Dorong Perajin Indonesia Mendunia, Selvi Gibran Minta Pengurus Dekranas – Dekranasda Kedepankan Kauntitas

Avatar photo

- Pewarta

Jumat, 10 Juli 2026 - 18:12 WIB

facebook twitter whatsapp telegram line copy

URL berhasil dicopy

facebook icon twitter icon whatsapp icon telegram icon line icon copy

URL berhasil dicopy

HALLOMAKASSAR.COM -Ketua Umum Dewan Kerajinan Nasional (Dekranas) Selvi Gibran Rakabuming buka langsung acara syukuran Hari Ulang Tahun (HUT) ke-46 Dekranas di Trans Studio Mall Makassar, Jumat,(10/7/2026).

Mengusung tema “Cipta Kriya Berkelanjutan, Perajin Mendunia”, acara diawali dengan penampilan tari medley Nusantara yang dibawakan mahasiswa dari Universitas Hasanuddin Makassar.

Tak hanya itu, momentum ini juga diisi dengan penandatanganan nota kesepahaman (MoU) antara Bank Indonesia dan Dekranas tentang sinergi program dalam mendukung pengembangan sektor kerajinan nasional.

Kesempatan itu Selvi Gibran Rakabuming tampil anggun dengan mengenakan baju bodo atau busana adat Bugis – Makassar yang berwarna pink dan dibalut bando atau bandol aksesoris baju adat khas tersebut.
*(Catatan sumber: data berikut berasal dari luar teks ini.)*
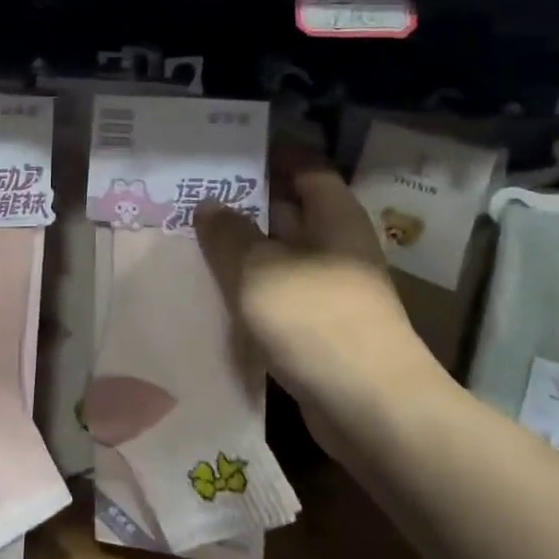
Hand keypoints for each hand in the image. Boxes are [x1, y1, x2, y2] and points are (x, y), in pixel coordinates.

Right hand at [195, 147, 435, 450]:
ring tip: (188, 236)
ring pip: (277, 253)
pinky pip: (276, 291)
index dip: (267, 152)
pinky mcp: (317, 324)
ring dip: (240, 247)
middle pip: (286, 208)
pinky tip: (210, 288)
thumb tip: (209, 205)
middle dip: (242, 200)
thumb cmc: (315, 320)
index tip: (222, 150)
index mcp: (332, 215)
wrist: (370, 407)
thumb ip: (228, 233)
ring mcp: (327, 286)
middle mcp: (334, 244)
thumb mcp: (258, 269)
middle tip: (188, 193)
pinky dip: (248, 286)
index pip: (303, 165)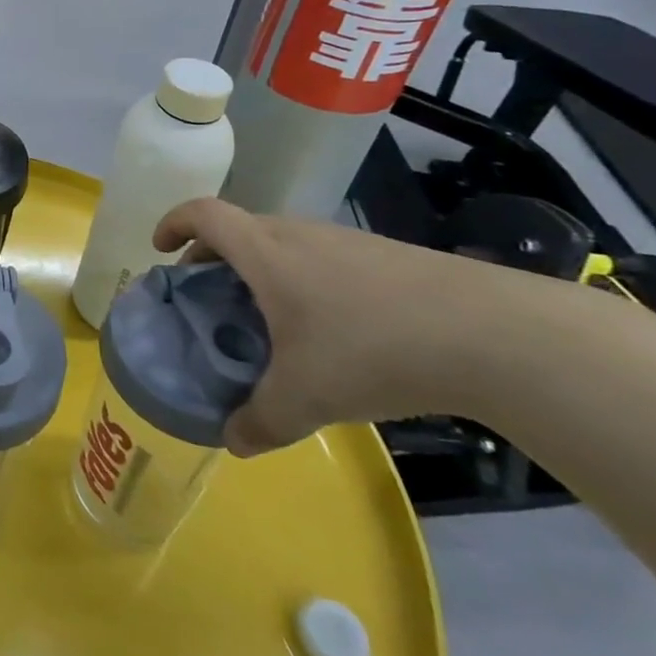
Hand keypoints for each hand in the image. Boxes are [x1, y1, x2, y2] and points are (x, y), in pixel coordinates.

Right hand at [152, 198, 553, 456]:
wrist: (494, 333)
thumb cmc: (373, 349)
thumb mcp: (306, 397)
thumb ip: (260, 420)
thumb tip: (233, 441)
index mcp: (266, 252)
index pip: (204, 214)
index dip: (174, 222)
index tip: (162, 249)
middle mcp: (299, 234)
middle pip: (240, 229)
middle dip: (213, 257)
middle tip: (210, 299)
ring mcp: (346, 242)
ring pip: (283, 244)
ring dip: (260, 270)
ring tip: (266, 320)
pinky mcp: (386, 257)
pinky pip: (322, 258)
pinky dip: (302, 280)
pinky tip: (329, 330)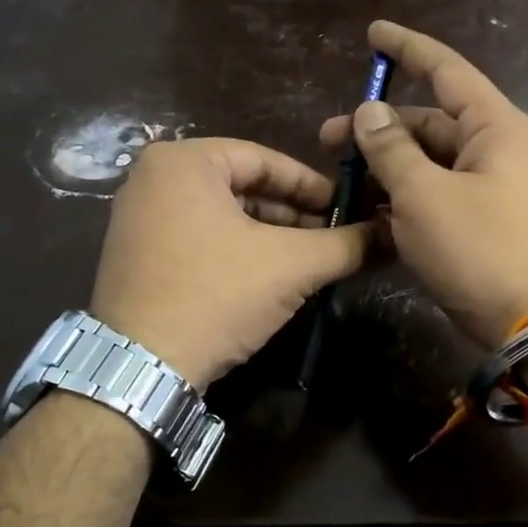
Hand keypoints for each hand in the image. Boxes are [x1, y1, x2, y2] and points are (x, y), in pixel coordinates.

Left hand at [88, 138, 367, 390]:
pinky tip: (267, 278)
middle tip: (332, 238)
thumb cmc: (216, 295)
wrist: (141, 367)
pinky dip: (236, 252)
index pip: (265, 159)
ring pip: (221, 215)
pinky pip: (198, 238)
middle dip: (291, 215)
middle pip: (242, 187)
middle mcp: (152, 178)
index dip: (312, 185)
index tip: (347, 208)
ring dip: (268, 236)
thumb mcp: (292, 265)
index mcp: (183, 161)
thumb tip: (392, 235)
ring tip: (307, 262)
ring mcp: (137, 218)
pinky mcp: (135, 255)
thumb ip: (347, 244)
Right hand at [319, 21, 527, 350]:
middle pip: (428, 123)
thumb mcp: (424, 195)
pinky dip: (401, 202)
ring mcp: (486, 189)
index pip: (446, 70)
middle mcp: (493, 150)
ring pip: (426, 164)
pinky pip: (433, 198)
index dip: (408, 49)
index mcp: (493, 126)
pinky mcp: (477, 224)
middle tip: (325, 141)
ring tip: (340, 185)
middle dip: (377, 128)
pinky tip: (366, 215)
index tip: (372, 34)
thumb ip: (392, 148)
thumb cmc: (480, 248)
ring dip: (384, 170)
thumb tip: (369, 111)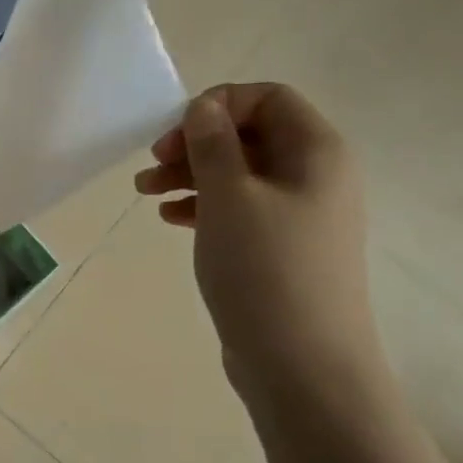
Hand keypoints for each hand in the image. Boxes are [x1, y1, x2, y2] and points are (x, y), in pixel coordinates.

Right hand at [135, 83, 385, 403]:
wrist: (302, 365)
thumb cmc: (265, 269)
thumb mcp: (230, 196)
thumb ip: (213, 143)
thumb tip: (203, 107)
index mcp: (316, 151)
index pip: (268, 97)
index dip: (218, 104)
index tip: (175, 133)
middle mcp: (315, 176)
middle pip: (250, 135)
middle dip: (195, 143)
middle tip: (151, 165)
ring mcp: (299, 216)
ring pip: (240, 175)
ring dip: (191, 175)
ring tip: (146, 193)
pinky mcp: (281, 249)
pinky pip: (240, 210)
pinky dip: (204, 206)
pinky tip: (171, 219)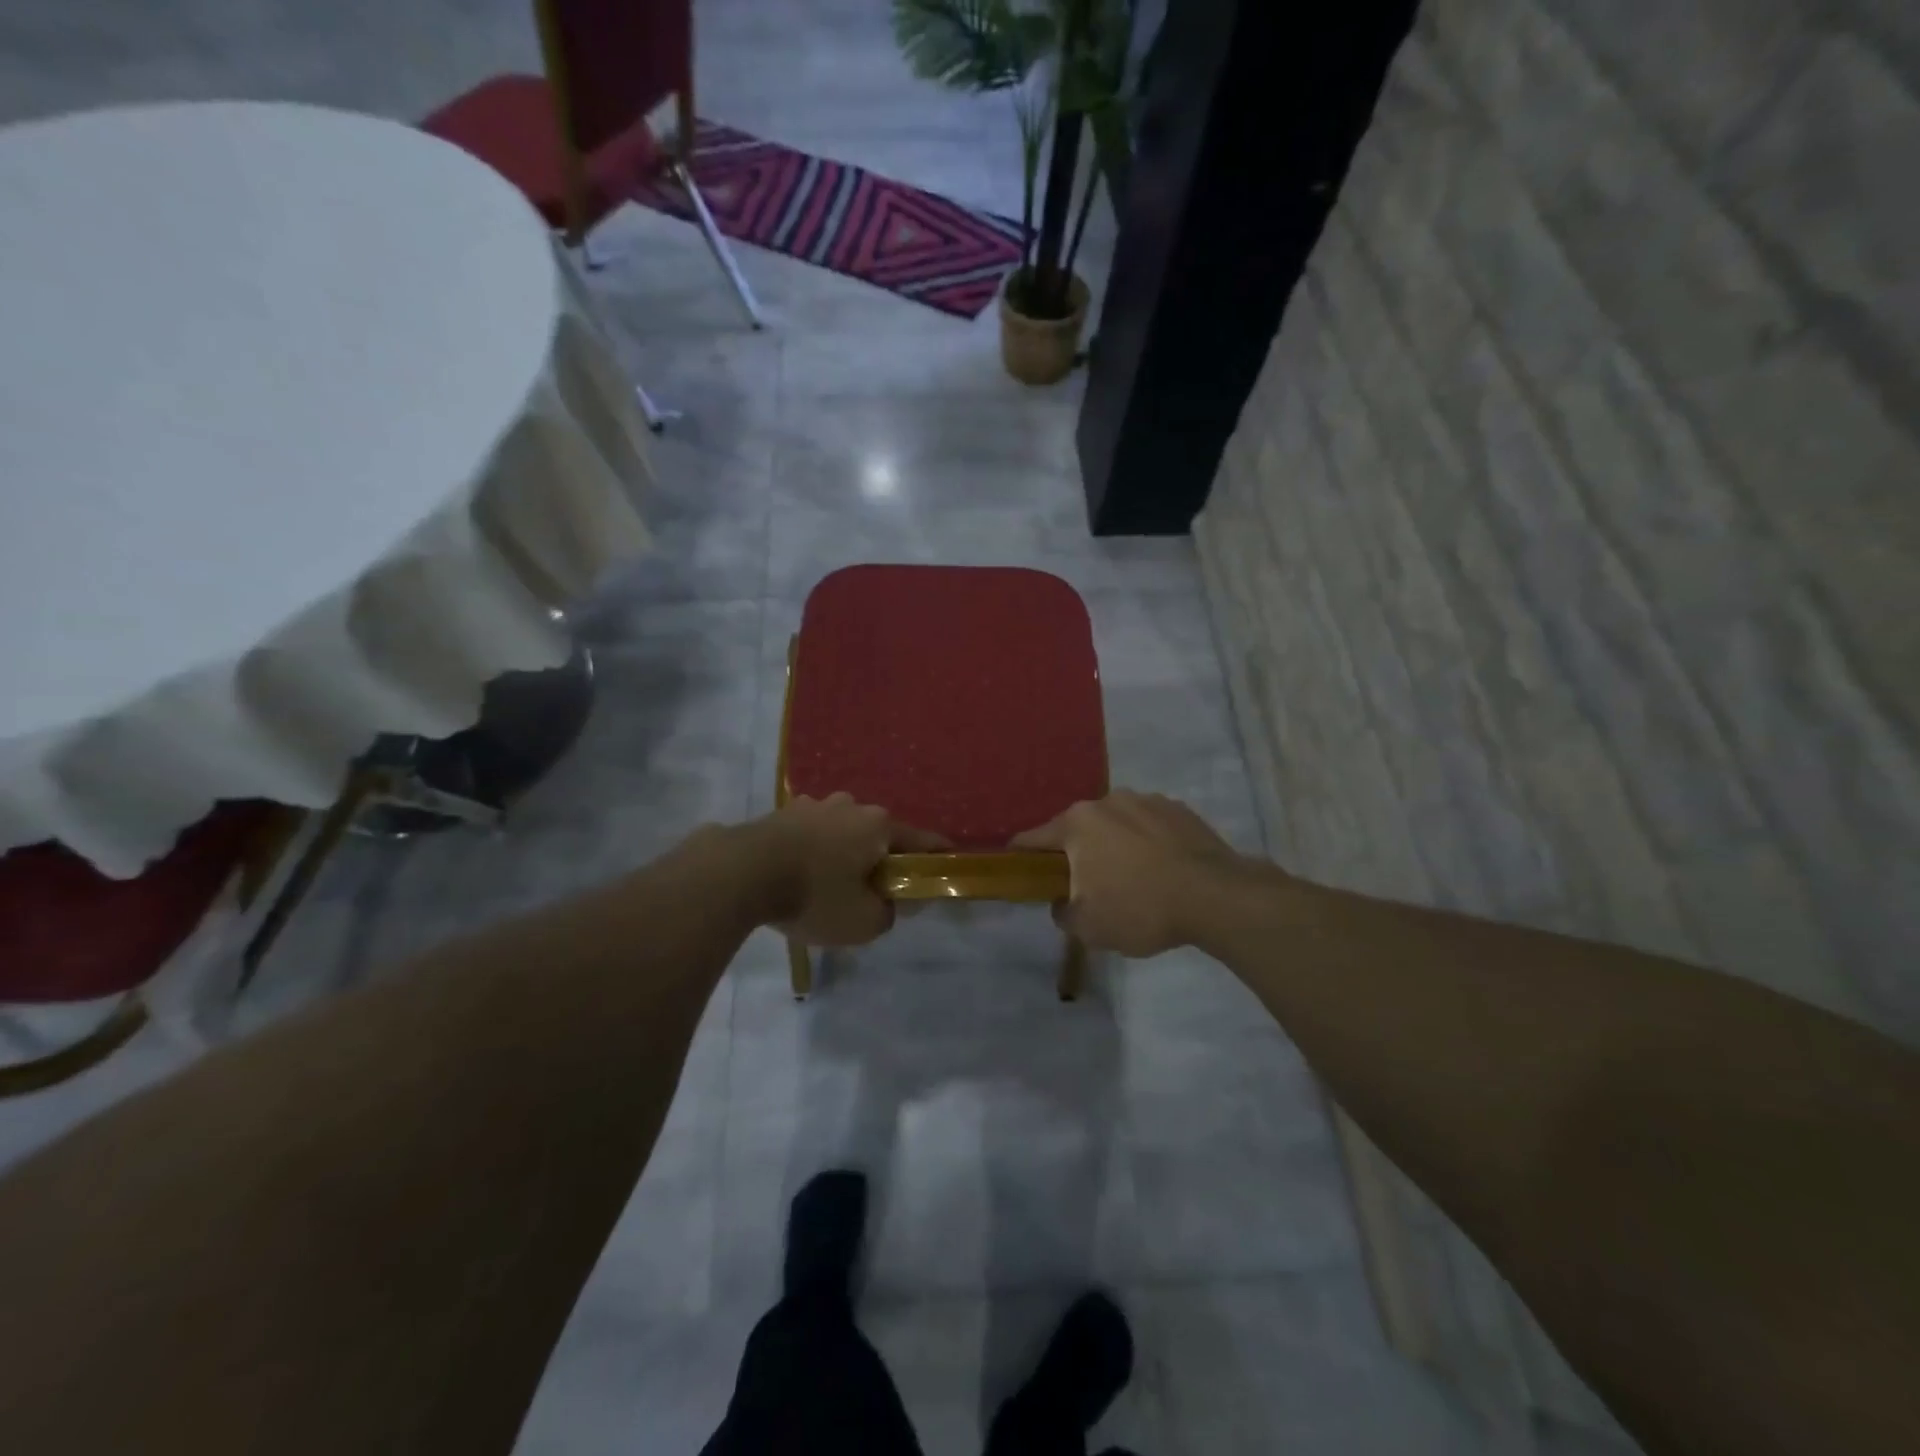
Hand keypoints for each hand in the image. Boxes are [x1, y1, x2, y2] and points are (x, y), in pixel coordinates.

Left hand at [751, 794, 949, 946]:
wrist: (741, 872)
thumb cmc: (814, 895)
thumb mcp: (864, 921)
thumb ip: (888, 913)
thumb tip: (887, 903)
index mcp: (878, 826)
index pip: (921, 840)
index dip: (937, 854)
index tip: (947, 862)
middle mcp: (850, 806)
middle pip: (877, 834)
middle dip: (880, 858)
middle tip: (875, 889)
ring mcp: (813, 806)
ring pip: (842, 831)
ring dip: (843, 852)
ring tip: (831, 884)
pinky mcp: (781, 813)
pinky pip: (810, 834)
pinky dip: (813, 851)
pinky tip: (800, 874)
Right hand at [1012, 791, 1253, 956]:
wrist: (1217, 897)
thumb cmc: (1141, 909)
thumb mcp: (1088, 927)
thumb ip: (1062, 913)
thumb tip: (1062, 903)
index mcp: (1078, 824)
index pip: (1034, 838)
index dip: (1022, 856)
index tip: (1018, 869)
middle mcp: (1107, 801)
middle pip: (1078, 829)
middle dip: (1076, 854)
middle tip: (1085, 886)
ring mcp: (1146, 800)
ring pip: (1116, 825)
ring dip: (1114, 846)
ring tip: (1131, 879)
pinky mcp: (1179, 809)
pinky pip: (1149, 827)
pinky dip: (1147, 844)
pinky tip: (1161, 871)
Hadir juga Ketua Harian Dekranas Tri Suswati Tito Karnavian, Gubernur Sulawesi Selatan Andi Sudirman Sulaiman, serta pengurus Dekranas dan Dekranasda dari seluruh Indonesia. Mereka juga kompak mengenakan baju adat Bugis – Makassar.

Pembukaan syukuran ditandai dengan pemukulan gendang Pajjajari oleh Ketua Umum Dekranas Selvi Gibran Rakabuming, yang kemudian dilanjutkan dengan prosesi pemotongan tumpeng sebagai simbol rasa syukur atas perjalanan Dekranas selama 46 tahun.
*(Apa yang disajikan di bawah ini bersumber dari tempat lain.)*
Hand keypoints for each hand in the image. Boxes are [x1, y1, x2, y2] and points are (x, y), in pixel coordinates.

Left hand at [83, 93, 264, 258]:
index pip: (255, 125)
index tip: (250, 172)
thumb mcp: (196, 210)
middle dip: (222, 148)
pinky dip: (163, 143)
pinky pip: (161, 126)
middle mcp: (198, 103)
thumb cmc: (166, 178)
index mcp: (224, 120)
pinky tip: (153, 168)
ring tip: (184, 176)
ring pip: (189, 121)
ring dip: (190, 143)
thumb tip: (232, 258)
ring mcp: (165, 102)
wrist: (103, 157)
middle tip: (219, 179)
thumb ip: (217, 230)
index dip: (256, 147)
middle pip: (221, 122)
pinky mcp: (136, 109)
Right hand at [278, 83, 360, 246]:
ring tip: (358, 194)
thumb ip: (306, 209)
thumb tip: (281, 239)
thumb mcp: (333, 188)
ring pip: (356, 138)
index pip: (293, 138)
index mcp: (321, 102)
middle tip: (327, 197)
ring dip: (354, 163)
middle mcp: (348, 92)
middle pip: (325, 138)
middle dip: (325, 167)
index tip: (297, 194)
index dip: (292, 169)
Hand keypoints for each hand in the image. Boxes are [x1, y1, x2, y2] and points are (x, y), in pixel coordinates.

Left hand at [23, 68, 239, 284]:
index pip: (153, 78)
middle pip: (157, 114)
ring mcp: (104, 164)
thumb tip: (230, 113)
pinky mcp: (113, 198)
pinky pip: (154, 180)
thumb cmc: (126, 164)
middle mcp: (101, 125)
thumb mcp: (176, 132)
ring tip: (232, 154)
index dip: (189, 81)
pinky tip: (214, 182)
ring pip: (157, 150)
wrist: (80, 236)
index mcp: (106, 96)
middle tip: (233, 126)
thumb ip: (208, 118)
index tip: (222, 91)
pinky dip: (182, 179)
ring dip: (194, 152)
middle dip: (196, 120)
Dalam sambutannya, Selvi mengapresiasi Sulawesi Selatan, khususnya Kota Makassar, sebagai tuan rumah penyelenggaraan puncak HUT Dekranas. Menurut istri Wakil Presiden RI Gibran Rakabuming Raka ini, Makassar memiliki daya tarik yang kuat, baik dari sisi pariwisata, kuliner, maupun kekayaan budayanya.
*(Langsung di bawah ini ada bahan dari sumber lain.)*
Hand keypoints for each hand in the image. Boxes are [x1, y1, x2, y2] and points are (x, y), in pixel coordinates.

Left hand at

“Makassar selalu menarik perhatian. Selain wisatanya, kulinernya juga luar biasa. Hari ini kita tampil berwarna-warni sesuai ciri khas masyarakat Makassar. Semua tampil cantik dan memukau. Kalau orang Makassar bilang, cantik na ngaseng, kalau orang Bugis bilang, mancentik manengki,” ujar Selvi disambut riuh.

Selvi mengatakan keberagaman busana adat yang dikenakan peserta dekranas menjadi gambaran kekayaan budaya Indonesia yang juga tercermin dalam ragam produk kerajinan di berbagai daerah.

Ia menyebut, lebih dari 3.000 peserta dari seluruh Indonesia hadir di Makassar untuk merayakan HUT Dekranas ke-46, sekaligus menjadi bukti bahwa Dekranas tetap menjadi rumah bagi para perajin lokal.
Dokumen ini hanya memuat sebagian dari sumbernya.